#### Work to be completed:
Print the entries exactly as given.

◆ ◆ ◆

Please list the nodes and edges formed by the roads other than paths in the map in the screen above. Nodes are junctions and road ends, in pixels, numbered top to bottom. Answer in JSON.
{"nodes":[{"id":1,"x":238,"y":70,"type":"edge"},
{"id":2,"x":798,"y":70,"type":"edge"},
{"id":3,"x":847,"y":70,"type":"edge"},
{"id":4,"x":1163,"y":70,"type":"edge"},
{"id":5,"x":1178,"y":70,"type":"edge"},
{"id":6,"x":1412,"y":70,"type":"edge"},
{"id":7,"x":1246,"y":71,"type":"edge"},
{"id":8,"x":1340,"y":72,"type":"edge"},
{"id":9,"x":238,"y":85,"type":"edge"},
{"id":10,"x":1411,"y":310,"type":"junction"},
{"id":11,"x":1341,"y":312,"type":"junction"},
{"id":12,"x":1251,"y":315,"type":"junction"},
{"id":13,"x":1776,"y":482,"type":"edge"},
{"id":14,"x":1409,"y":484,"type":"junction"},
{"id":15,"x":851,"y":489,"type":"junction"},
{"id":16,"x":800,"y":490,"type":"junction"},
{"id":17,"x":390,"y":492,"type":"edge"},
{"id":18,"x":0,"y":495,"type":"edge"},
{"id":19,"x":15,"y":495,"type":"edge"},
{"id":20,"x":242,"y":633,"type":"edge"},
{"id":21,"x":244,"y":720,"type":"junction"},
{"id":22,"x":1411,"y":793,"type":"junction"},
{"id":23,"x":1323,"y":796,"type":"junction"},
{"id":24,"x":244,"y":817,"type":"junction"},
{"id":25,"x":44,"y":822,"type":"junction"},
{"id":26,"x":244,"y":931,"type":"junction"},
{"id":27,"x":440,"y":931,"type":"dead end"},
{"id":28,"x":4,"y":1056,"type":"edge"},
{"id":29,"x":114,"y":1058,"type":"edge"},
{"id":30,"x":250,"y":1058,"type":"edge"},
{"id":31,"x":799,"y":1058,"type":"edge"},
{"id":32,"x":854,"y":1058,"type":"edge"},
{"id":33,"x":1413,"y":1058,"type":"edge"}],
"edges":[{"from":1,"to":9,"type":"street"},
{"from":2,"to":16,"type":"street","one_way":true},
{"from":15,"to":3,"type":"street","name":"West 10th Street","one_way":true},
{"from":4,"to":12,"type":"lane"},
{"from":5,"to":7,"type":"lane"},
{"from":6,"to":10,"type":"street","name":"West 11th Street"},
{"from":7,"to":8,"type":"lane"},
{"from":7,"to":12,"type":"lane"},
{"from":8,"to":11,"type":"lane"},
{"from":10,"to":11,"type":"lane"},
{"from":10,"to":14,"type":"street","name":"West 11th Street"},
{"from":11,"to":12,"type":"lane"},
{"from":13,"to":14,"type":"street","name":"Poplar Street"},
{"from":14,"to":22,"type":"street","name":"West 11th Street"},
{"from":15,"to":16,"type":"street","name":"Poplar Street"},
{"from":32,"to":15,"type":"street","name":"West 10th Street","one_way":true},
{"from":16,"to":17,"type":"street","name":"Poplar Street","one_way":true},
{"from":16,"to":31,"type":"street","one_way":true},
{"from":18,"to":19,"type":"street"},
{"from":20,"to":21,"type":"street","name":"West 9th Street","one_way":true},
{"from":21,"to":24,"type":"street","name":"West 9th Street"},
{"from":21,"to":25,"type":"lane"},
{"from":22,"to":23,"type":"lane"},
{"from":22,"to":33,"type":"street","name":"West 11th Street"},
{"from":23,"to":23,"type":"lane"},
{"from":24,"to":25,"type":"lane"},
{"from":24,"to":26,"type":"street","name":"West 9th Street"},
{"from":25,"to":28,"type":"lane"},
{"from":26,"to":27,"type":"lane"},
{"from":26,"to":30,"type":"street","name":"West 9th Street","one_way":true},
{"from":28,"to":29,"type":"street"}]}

◆ ◆ ◆

#### Output for this task:
Please list the nodes and edges formed by the roads other than paths in the map in the screen above. Nodes are junctions and road ends, in pixels, numbered top to bottom. Answer in JSON.
{"nodes":[{"id":1,"x":238,"y":70,"type":"edge"},
{"id":2,"x":798,"y":70,"type":"edge"},
{"id":3,"x":847,"y":70,"type":"edge"},
{"id":4,"x":1163,"y":70,"type":"edge"},
{"id":5,"x":1178,"y":70,"type":"edge"},
{"id":6,"x":1412,"y":70,"type":"edge"},
{"id":7,"x":1246,"y":71,"type":"edge"},
{"id":8,"x":1340,"y":72,"type":"edge"},
{"id":9,"x":238,"y":85,"type":"edge"},
{"id":10,"x":1411,"y":310,"type":"junction"},
{"id":11,"x":1341,"y":312,"type":"junction"},
{"id":12,"x":1251,"y":315,"type":"junction"},
{"id":13,"x":1776,"y":482,"type":"edge"},
{"id":14,"x":1409,"y":484,"type":"junction"},
{"id":15,"x":851,"y":489,"type":"junction"},
{"id":16,"x":800,"y":490,"type":"junction"},
{"id":17,"x":390,"y":492,"type":"edge"},
{"id":18,"x":0,"y":495,"type":"edge"},
{"id":19,"x":15,"y":495,"type":"edge"},
{"id":20,"x":242,"y":633,"type":"edge"},
{"id":21,"x":244,"y":720,"type":"junction"},
{"id":22,"x":1411,"y":793,"type":"junction"},
{"id":23,"x":1323,"y":796,"type":"junction"},
{"id":24,"x":244,"y":817,"type":"junction"},
{"id":25,"x":44,"y":822,"type":"junction"},
{"id":26,"x":244,"y":931,"type":"junction"},
{"id":27,"x":440,"y":931,"type":"dead end"},
{"id":28,"x":4,"y":1056,"type":"edge"},
{"id":29,"x":114,"y":1058,"type":"edge"},
{"id":30,"x":250,"y":1058,"type":"edge"},
{"id":31,"x":799,"y":1058,"type":"edge"},
{"id":32,"x":854,"y":1058,"type":"edge"},
{"id":33,"x":1413,"y":1058,"type":"edge"}],
"edges":[{"from":1,"to":9,"type":"street"},
{"from":2,"to":16,"type":"street","one_way":true},
{"from":15,"to":3,"type":"street","name":"West 10th Street","one_way":true},
{"from":4,"to":12,"type":"lane"},
{"from":5,"to":7,"type":"lane"},
{"from":6,"to":10,"type":"street","name":"West 11th Street"},
{"from":7,"to":8,"type":"lane"},
{"from":7,"to":12,"type":"lane"},
{"from":8,"to":11,"type":"lane"},
{"from":10,"to":11,"type":"lane"},
{"from":10,"to":14,"type":"street","name":"West 11th Street"},
{"from":11,"to":12,"type":"lane"},
{"from":13,"to":14,"type":"street","name":"Poplar Street"},
{"from":14,"to":22,"type":"street","name":"West 11th Street"},
{"from":15,"to":16,"type":"street","name":"Poplar Street"},
{"from":32,"to":15,"type":"street","name":"West 10th Street","one_way":true},
{"from":16,"to":17,"type":"street","name":"Poplar Street","one_way":true},
{"from":16,"to":31,"type":"street","one_way":true},
{"from":18,"to":19,"type":"street"},
{"from":20,"to":21,"type":"street","name":"West 9th Street","one_way":true},
{"from":21,"to":24,"type":"street","name":"West 9th Street"},
{"from":21,"to":25,"type":"lane"},
{"from":22,"to":23,"type":"lane"},
{"from":22,"to":33,"type":"street","name":"West 11th Street"},
{"from":23,"to":23,"type":"lane"},
{"from":24,"to":25,"type":"lane"},
{"from":24,"to":26,"type":"street","name":"West 9th Street"},
{"from":25,"to":28,"type":"lane"},
{"from":26,"to":27,"type":"lane"},
{"from":26,"to":30,"type":"street","name":"West 9th Street","one_way":true},
{"from":28,"to":29,"type":"street"}]}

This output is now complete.